Task to carry out:
Filter the entries that follow, copying every line in which the word "Santo" appears.

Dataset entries
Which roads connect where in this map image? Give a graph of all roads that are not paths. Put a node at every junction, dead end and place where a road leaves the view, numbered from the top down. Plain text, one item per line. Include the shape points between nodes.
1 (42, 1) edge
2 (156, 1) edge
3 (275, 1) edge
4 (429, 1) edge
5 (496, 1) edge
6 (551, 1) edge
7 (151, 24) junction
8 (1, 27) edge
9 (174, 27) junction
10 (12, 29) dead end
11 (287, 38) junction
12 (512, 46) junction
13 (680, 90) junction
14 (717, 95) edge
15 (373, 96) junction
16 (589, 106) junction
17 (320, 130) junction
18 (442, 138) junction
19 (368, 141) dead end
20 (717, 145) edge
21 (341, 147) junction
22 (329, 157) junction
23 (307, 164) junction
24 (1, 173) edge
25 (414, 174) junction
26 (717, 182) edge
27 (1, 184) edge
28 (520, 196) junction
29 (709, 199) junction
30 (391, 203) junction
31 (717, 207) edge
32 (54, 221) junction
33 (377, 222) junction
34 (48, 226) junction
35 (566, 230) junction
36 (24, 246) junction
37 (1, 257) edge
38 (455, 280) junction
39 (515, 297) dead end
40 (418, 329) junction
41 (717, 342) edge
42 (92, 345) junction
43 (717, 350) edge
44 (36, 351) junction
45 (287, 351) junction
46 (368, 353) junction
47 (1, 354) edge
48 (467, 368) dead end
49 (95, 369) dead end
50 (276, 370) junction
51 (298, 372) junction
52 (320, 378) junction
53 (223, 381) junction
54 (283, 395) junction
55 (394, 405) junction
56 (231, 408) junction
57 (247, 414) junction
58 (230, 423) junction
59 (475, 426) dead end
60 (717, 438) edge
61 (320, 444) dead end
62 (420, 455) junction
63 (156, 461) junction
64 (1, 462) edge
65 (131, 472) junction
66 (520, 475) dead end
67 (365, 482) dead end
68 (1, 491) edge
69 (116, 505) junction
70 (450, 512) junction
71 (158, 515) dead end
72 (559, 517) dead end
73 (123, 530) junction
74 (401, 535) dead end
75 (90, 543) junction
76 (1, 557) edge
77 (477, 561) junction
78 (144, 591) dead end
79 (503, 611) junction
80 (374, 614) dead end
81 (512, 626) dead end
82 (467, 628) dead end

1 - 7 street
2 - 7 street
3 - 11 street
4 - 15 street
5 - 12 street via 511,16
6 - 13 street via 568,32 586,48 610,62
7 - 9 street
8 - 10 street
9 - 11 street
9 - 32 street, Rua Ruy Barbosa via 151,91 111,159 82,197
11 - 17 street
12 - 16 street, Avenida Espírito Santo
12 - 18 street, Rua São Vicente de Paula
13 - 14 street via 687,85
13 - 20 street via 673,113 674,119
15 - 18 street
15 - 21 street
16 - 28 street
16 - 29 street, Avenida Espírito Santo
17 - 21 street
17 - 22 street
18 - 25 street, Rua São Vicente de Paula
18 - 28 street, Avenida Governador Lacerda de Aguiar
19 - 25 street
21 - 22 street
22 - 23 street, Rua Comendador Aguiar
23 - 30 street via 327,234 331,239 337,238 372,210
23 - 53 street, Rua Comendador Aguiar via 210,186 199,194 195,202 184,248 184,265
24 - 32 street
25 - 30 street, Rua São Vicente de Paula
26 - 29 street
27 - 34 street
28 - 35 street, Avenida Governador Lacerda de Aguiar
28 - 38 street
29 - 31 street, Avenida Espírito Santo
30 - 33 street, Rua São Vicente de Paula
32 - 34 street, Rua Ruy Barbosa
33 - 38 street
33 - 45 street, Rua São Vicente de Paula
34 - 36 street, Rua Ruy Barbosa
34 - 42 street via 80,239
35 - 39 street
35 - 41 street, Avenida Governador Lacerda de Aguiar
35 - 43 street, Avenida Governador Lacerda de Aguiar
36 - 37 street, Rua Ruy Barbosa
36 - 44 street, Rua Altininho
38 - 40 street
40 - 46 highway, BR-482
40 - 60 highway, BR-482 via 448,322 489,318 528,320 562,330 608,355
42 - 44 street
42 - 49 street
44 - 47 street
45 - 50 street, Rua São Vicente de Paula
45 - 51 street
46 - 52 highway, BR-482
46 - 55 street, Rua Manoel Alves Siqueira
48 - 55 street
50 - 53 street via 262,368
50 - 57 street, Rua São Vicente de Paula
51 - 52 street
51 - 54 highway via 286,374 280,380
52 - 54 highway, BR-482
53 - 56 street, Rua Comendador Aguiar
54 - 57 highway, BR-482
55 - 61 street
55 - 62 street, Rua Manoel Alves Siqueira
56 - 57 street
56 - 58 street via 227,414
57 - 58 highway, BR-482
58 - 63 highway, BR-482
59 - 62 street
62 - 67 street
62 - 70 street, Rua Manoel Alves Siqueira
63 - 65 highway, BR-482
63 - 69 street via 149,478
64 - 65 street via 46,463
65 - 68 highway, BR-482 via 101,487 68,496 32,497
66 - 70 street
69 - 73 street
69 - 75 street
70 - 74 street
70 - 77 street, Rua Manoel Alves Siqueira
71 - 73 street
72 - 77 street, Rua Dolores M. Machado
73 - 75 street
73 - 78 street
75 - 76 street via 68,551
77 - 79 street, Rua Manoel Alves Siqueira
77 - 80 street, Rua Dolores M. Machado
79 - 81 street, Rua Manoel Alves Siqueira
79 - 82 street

Task response:
12 - 16 street, Avenida Espírito Santo
16 - 29 street, Avenida Espírito Santo
29 - 31 street, Avenida Espírito Santo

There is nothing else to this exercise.